7. Support local businesses. Local businesses are the cornerstone of thriving communities. Now more than ever it’s important to show our love to local businesses, who are struggling to stay afloat during these challenging times. Consider buying gift cards to enjoy later, placing online orders through the store’s website, ordering food for takeout or delivery, and tipping workers more than usual.

 

8. When running, biking or walking, stay at least six feet away. We all need exercise and a breath of fresh air right now.

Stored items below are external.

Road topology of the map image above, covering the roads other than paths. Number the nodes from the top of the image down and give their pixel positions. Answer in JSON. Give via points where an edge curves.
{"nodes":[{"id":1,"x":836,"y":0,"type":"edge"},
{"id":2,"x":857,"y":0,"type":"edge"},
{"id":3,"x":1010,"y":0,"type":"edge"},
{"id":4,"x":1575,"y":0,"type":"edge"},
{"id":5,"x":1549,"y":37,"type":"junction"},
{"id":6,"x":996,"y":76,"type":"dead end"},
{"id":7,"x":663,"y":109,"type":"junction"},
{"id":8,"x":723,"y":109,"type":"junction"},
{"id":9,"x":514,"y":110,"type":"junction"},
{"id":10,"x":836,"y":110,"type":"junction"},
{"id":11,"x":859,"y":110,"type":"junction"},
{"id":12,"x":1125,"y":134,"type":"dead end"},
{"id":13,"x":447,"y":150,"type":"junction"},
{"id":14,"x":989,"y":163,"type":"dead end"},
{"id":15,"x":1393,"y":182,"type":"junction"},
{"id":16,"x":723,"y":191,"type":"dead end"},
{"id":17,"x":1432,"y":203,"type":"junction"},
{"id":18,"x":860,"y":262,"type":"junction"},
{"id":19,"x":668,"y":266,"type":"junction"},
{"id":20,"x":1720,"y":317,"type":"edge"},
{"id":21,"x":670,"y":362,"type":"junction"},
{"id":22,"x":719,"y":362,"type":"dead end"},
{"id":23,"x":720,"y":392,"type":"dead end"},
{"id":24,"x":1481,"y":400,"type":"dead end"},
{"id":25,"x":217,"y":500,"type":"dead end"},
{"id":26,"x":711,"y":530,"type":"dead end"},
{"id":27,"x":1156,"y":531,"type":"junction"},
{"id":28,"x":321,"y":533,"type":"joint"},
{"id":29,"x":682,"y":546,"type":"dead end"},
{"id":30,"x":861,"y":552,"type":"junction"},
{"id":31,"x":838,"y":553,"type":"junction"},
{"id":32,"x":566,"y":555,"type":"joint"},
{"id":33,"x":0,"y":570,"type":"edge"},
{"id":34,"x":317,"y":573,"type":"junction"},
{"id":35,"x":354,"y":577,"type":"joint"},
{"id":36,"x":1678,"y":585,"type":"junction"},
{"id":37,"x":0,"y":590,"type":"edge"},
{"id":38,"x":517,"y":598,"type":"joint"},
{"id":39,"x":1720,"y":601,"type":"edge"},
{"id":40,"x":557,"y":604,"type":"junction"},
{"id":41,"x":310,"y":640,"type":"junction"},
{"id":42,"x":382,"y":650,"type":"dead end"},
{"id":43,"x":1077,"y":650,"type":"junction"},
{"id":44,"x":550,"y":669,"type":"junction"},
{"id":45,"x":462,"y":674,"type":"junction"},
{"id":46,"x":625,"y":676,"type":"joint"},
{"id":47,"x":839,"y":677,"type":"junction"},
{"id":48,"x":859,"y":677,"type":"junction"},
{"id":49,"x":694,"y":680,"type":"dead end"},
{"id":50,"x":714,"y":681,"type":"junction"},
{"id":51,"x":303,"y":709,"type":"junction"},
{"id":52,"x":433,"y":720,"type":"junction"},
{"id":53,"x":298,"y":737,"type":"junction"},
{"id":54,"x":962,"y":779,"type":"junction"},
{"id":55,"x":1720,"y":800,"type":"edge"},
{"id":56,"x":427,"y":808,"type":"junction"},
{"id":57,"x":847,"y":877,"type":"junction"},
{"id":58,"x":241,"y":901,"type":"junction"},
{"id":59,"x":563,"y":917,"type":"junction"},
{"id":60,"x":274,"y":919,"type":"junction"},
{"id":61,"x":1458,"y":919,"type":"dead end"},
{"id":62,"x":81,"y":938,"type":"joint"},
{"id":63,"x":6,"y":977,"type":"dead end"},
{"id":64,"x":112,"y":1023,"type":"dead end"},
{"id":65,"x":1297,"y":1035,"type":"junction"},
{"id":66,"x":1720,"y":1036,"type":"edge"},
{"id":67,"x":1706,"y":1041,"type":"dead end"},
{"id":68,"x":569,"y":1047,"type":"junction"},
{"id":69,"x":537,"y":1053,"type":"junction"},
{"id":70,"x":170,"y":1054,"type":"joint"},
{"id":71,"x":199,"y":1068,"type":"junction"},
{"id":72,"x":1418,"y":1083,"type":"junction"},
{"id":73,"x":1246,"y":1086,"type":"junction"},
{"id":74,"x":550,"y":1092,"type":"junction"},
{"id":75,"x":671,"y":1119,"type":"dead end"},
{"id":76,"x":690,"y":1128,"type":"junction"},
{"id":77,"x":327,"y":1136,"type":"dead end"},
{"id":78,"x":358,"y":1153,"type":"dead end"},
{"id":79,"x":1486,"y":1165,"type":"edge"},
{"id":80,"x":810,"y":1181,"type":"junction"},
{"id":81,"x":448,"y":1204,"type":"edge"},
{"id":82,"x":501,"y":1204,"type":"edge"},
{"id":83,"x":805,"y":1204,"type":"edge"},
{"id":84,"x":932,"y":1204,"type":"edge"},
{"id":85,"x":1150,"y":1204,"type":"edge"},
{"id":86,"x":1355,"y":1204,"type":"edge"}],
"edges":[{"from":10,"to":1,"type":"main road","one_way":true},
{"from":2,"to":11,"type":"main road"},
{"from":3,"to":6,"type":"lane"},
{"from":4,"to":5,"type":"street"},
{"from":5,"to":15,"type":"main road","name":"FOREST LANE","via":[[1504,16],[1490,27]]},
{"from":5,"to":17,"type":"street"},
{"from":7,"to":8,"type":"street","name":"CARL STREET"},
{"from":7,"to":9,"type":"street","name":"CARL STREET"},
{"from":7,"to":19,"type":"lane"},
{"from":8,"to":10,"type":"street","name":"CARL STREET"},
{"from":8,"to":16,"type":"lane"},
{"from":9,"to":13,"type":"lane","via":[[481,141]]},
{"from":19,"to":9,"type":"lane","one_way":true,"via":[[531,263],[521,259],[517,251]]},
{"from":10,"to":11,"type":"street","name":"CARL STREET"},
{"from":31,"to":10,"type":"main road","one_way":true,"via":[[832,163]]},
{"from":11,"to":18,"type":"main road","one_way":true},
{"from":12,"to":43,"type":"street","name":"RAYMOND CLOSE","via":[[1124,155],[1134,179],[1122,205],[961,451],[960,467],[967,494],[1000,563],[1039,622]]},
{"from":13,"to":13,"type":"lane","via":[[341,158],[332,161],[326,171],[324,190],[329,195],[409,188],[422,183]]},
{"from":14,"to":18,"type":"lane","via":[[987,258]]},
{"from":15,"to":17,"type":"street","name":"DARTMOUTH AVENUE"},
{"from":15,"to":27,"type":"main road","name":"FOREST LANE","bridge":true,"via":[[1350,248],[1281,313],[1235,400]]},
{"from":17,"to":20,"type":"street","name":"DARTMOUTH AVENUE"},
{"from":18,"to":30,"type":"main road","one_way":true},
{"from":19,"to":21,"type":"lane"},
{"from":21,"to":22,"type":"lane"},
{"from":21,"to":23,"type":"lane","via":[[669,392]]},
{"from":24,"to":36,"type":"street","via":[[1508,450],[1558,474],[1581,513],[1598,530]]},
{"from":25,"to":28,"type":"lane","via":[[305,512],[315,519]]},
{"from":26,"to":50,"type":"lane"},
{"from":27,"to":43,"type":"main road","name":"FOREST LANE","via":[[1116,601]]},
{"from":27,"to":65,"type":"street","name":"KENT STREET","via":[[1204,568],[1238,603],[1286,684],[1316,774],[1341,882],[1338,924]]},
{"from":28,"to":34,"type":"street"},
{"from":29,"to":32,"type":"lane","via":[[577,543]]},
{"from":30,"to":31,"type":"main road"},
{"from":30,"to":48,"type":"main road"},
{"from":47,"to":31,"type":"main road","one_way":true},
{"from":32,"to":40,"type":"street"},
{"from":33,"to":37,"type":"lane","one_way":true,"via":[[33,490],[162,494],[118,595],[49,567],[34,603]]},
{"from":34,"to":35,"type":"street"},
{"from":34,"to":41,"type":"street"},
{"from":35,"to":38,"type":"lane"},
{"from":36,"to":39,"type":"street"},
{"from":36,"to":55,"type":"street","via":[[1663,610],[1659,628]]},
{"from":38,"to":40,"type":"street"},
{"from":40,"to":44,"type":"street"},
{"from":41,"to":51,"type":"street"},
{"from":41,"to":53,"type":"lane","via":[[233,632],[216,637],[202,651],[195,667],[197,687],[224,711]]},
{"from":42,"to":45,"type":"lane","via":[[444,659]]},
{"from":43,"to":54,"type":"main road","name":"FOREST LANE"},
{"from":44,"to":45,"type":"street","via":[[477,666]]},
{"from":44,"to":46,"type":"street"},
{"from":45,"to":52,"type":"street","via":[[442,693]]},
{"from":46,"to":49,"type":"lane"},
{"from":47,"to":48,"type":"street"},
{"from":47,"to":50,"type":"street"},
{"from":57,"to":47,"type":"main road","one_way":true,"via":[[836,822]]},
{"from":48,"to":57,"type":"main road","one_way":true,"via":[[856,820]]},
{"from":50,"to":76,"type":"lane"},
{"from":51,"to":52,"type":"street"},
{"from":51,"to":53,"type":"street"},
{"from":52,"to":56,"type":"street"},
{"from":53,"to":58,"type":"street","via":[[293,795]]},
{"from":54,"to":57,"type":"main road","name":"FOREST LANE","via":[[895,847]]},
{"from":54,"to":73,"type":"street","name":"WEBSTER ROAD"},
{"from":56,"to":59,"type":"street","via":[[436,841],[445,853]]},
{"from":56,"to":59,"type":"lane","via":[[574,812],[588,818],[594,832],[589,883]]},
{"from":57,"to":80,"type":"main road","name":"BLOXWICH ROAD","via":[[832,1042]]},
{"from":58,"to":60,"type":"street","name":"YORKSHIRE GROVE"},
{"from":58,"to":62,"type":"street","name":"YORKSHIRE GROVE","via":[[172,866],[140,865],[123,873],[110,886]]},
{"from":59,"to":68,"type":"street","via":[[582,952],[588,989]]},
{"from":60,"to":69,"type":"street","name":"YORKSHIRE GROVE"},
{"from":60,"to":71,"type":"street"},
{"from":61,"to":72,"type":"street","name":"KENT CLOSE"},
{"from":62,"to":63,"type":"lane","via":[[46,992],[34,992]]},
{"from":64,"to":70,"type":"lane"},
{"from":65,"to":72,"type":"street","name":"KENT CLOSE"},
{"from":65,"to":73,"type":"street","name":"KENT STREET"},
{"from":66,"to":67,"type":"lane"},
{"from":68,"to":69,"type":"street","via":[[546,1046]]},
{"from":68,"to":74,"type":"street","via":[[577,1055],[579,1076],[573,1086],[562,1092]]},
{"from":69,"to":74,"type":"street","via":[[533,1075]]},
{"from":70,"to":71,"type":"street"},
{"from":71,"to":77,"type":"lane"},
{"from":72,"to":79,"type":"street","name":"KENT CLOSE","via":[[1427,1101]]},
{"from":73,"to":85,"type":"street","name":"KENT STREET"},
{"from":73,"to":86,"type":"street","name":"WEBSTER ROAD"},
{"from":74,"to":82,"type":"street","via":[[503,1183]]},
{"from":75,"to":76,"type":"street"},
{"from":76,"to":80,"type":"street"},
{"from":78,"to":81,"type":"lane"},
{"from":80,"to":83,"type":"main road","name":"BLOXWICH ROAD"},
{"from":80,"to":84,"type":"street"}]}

When you do go outside, however, remember to adhere to social distancing guidelines – maintain a distance of six feet or more between you and anyone else enjoying the outdoors.

 

9. Keep your noise levels respectful. Chances are that you’ve seen videos of our international neighbors playing instruments from their balconies. We’re not saying you shouldn’t play music, but we are saying that if you do, you should be respectful of the time you do it. Remember that many people are currently working from home, and we all need to sleep sometime!

 

10. Freshen up your visible spaces for all to enjoy. Our homes and their appearance play a big role in how we feel. Working in your garden (once the weather stays warm) can create a beautiful space and also get you outside. Seasonal decorations are another great way to lift your community’s spirits, and they don’t even have to be timely! Whether you decorate for spring or for “Christmas in March,” or create sidewalk art for passersby, now is the time to build a space that makes your neighborhood smile.